Many animal-based experiments and clinical trials yielded a noticeable tumor attenuation by using oncolytic viruses (De Pace 1912; Kasuya et al. 2005). However, currently, viruses are not deemed as a useful means to stop or inhibit cancer since there is no effective way to control the virulence and retaining their replication capability in cancer cells (Kelly and Russell 2007). We have developed a cell-based model in pancreatic cancer at early stages (Chen et al. 2018b), which is subsequently extended to therapy model in (Chen et al. 2019). However, compared to classical treatments for pancreatic cancer like surgery, radiotherapy, chemotherapy, virotherapy has its own limitations, which needs further scientific assessment. In particular, the limitations include antiviral immune responses, inefficient delivery of virus as well as the poor virus spread in tumor area (Wennier et al. 2011). Therefore, more research in terms of oncolytic virotherapy is needed.

In the present study, we develop a 3D cellular automata model for oncolytic virotherapy. As we expected, the model is able to simulate cancer progression at early stages, which include the biological processes such as mutation, proliferation and death. Within 1400 h (appropriate 58 days), cancerous cells mutate from healthy somatic cells and then colonize the computational domain as big as \(15 \times 15 \times 15 \ \mathrm {mm}^3\). Certainly, the model is scalable and the speed of cancer progression can be adjusted by variation of input parameters. Therefore, different growth trends have been compared and one numerical result of our model could fit experimental results very well. Subsequently, oncolytic virotherapy is phenomenologically simulated in the same domain that is completely occupied by cancer cells. The migration and proliferation of the virus is modeled by using a reaction-diffusion equation, which is solved by a FDM method. Since viruses specifically infect and damage cancer cells, the model predicts cancer attenuation as time evolves. Eventually, normal somatic cells fill in the gap through migration and proliferation.

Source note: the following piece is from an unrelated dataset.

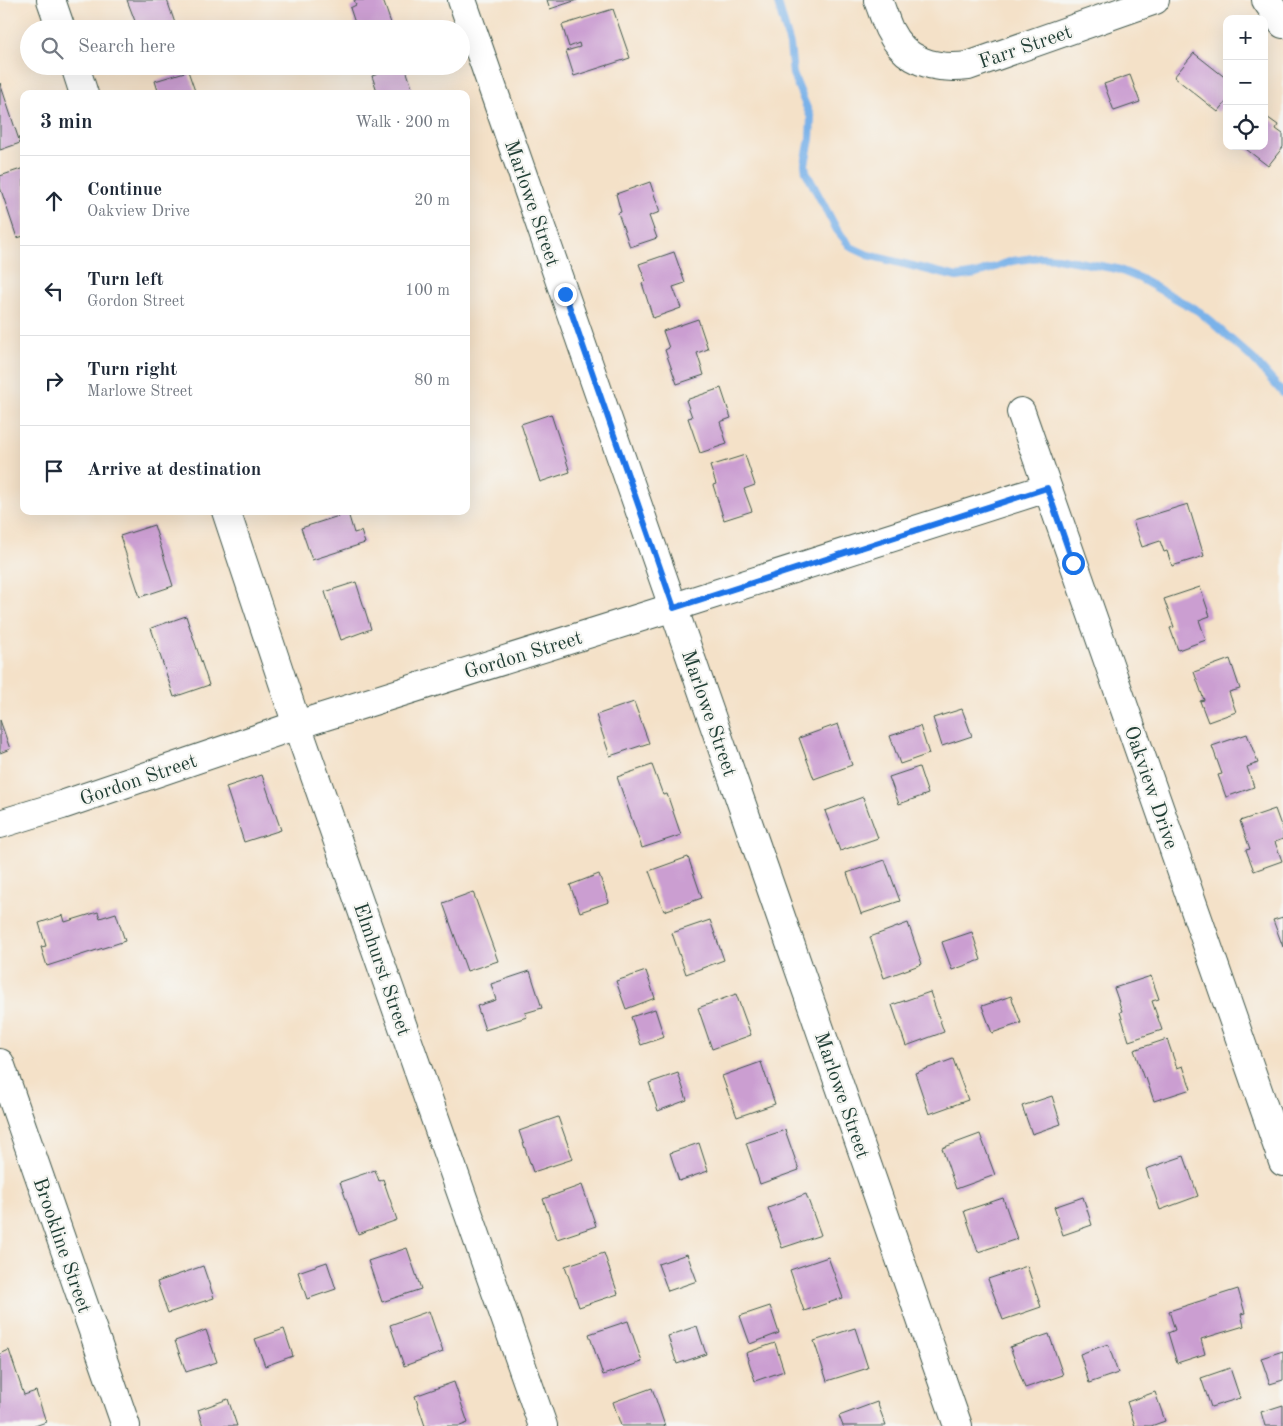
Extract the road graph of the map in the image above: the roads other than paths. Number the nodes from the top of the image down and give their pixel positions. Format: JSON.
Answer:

In addition, Monte Carlo simulations are performed in a 2D model to quantitatively investigate the correlations between several input variables and numerical results. Among 5000 samples, there are 700 simulations ending with few residual viruses and large cancer area, which dues to failed virotherapy probably as results of the extreme parameter values. The results indicate an insignificant correlation between the injection dose of viruses and simulated results (total residual viruses and cancer area), and that is probably because of an improper value range of injection rate, an insufficient simulation time period or a limited computational domain. However, we believe that this result is acceptable, since some virus species, such as NDV, show a high correlation between given doses and therapeutic benefits, whereas others do not (Aghi and Martuza 2005). Further, the viral infection threshold has a significant correlation with total amount of remaining viruses and with the final cancer area, which means that viruses with low viral infectivity likely allow a large cancer area with just few viruses left. Moreover, the anti-viral immune response presents an obvious correlation with the numerical results. Specifically, most simulations end up with relatively fewer viruses if the anti-viral reaction is strong and thereby the corresponding residual cancer area is also larger.

Due to gene mutation (i.e., RAS, TP53), the anti-viral infection ability of cancer cells is weakened, which gives the oncolytic viruses a chance (Chiocca 2002) to infect the cancer cells. Research in oncolytic viruses is not limited to cancer therapy research, also in studies that combine other treatments, such as immunotherapy (Bommareddy et al. 2018) and chemotherapy (Molnar-Kimber et al. 2002). In order to optimize the viral therapy in terms of fighting cancer, and leaving as few viral particles post-therapy as possible, further experimental studies are necessary. The required quantification in order to optimize viral therapy implies that mathematical modeling is a necessary and very helpful step.